On April 7, 2006, High Court judge Sir Peter Smith rejected Baigent and Leigh's claim, ruling in favor of Random House. In his judgement, Smith explained that The Holy Blood and the Holy Grail did not have a central theme in the way its authors suggested, stating, "It was an artificial creation for the purposes of the litigation working back from the Da Vinci Code", and that while Brown did reference the previous book as a basis for certain parts of his novel, he did not substantially copy their work. However, in the published extracts of his judgement, Smith also criticized the non-appearance of Blythe Brown and the vagueness of Brown's evidence, saying, "He has presented himself as being a deep and thorough researcher...evidence in this case demonstrates that as regards DVC [The Da Vinci Code] that is simply not correct with respect to historical lectures...The reality of his research is that it is superficial."
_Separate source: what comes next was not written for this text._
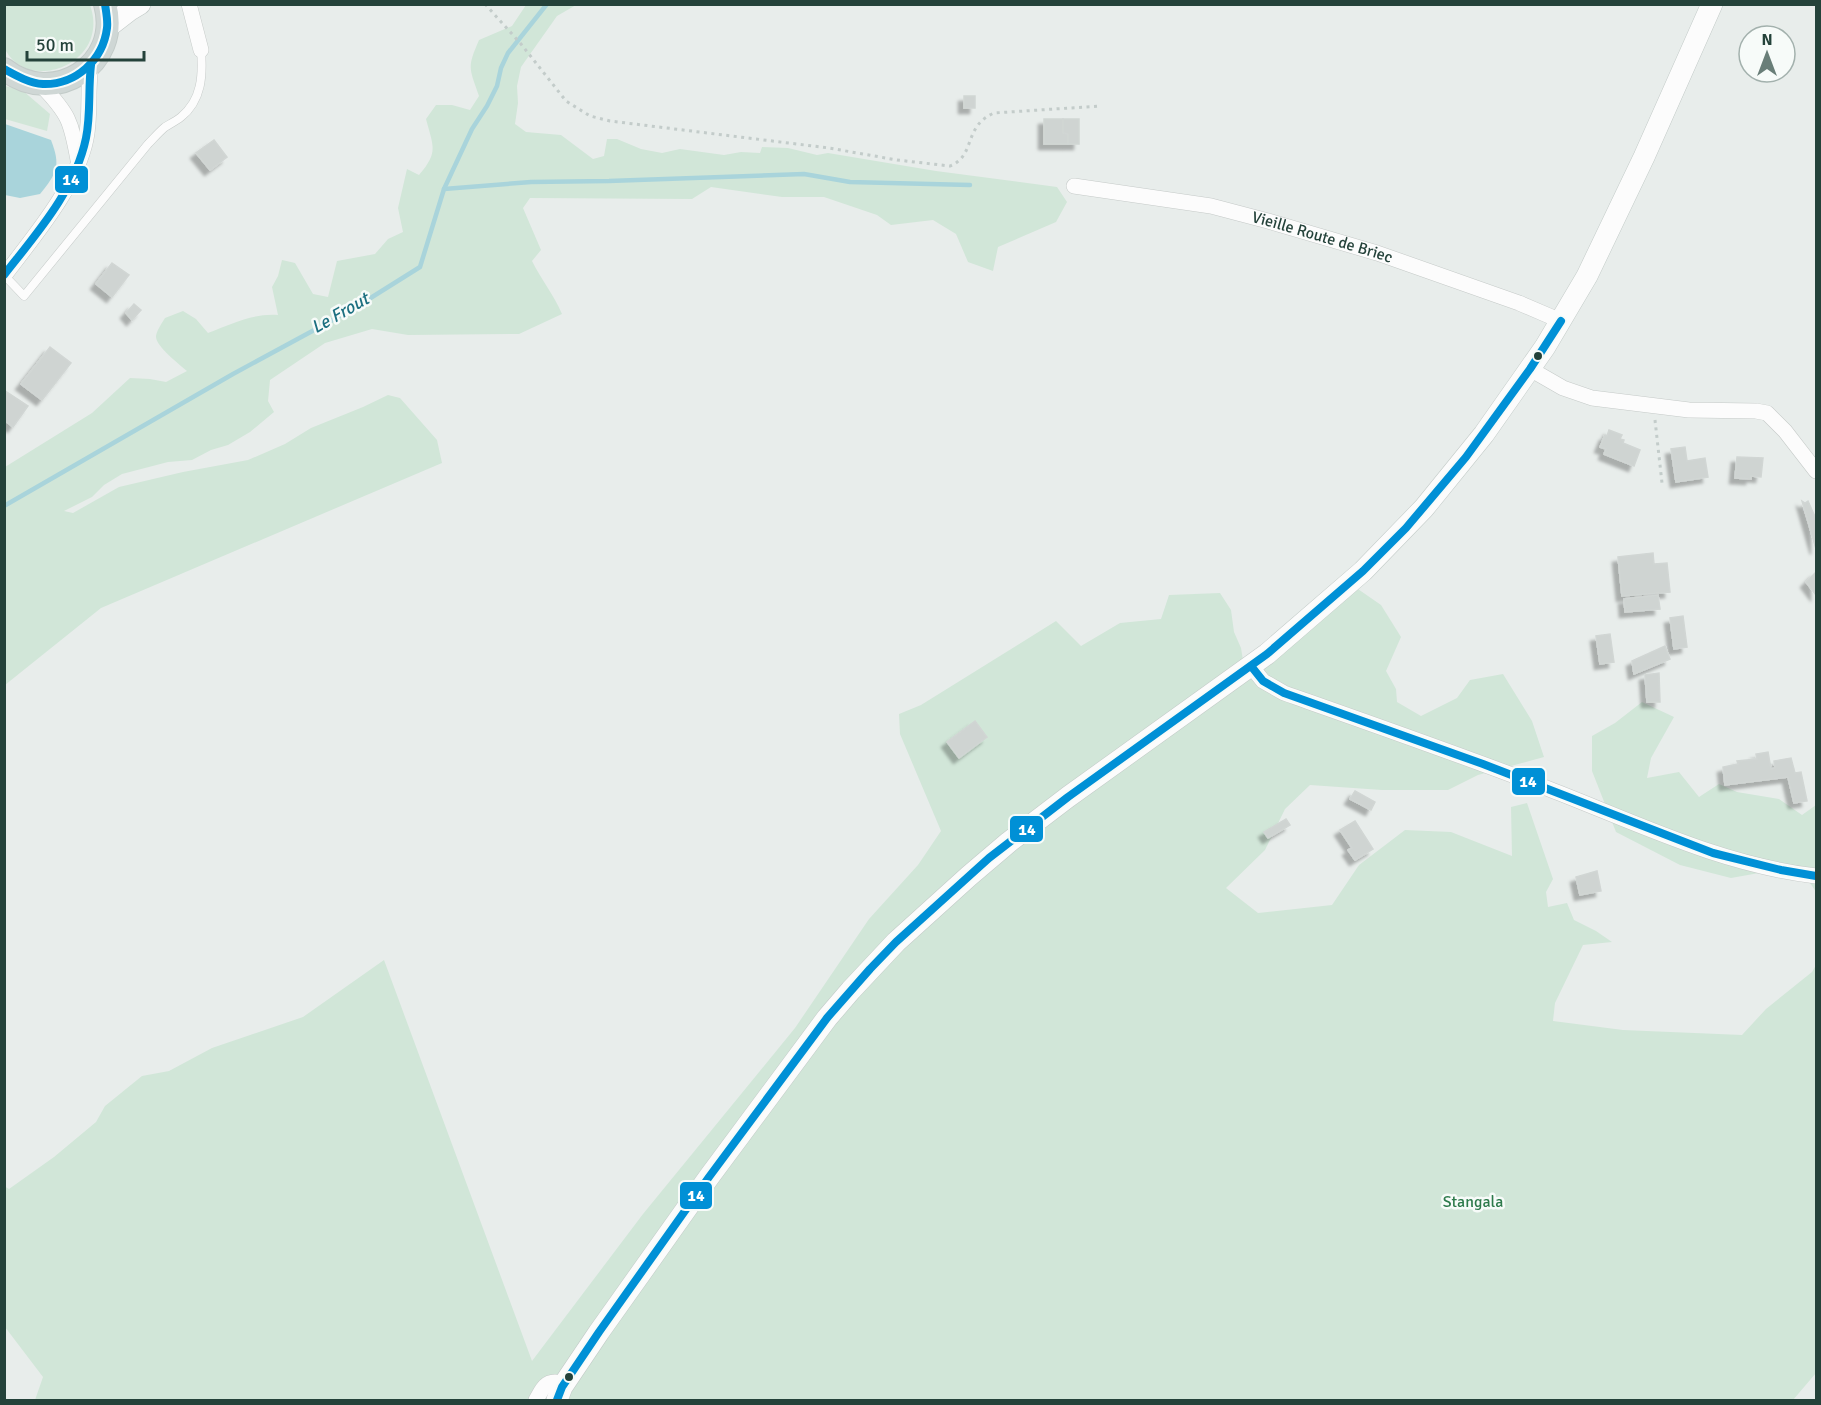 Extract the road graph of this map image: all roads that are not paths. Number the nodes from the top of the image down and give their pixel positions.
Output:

Smith also included a code in his judgment, consisting of apparently random letters that were italicized, and which form a pair of messages. The letters in the first paragraphs spell smithy code and the rest appear as follows "jaeiextostgpsacgreamqwfkadpmqzv". This was subsequently decoded to read "Smithy Code Jackie Fisher who are you Dreadnought", a reference to the British admiral whom Judge Smith admires.

===Jack Dunn===
In 2007 author Jack Dunn filed a copyright infringement lawsuit in Massachusetts against Brown, Random House, and Sony Pictures, claiming that Brown plagiarized his 1997 novel The Vatican Boys when writing The Da Vinci Code. Dunn stated, "Dan Brown took huge elements from my book. Of course everybody can write about Opus Dei and have copyright protection, but in both 'The Vatican Boys' and 'The Da Vinci Code' the head of the Opus Dei hires a mercenary to find them a relic so that he can become the most powerful man in Christendom." Judge Michael Ponsor dismissed the case in 2007, ruling, "No prior case recognizing a theory of copyright infringement based on the sort of thematic or structural similarity posited by the plaintiff has been offered in his memorandum opposing summary judgment, nor has the court found one." In 2017 Marketwatch reported that Dunn was preparing to bring a lawsuit against Brown's publisher Penguin Random House in the United Kingdom.

==Christian response==
At a conference on April 28, 2006, Archbishop Angelo Amato, the secretary of the Congregation for the Doctrine of the Faith, a Vatican curial department, specifically called for a boycott of the film version of The Da Vinci Code, characterizing the film as "full of calumnies, offenses, and historical and theological errors." The film was rated as "morally offensive" by the U.S. Conference of Catholic Bishops.

In India, home to 28 million Christians (2.3% of the population), the Central Board of Film Certification gave the film an adult rating on condition that disclaimers saying it was a work of fiction were inserted at the beginning and end of the film.

In contrast, some Catholic groups sought to use interest in this book and film as a means to educate Catholics and non-Catholics on the history of the Christian Church, and what it teaches regarding Jesus Christ. Similarly, other Christians have looked to use the film as a tool for evangelism.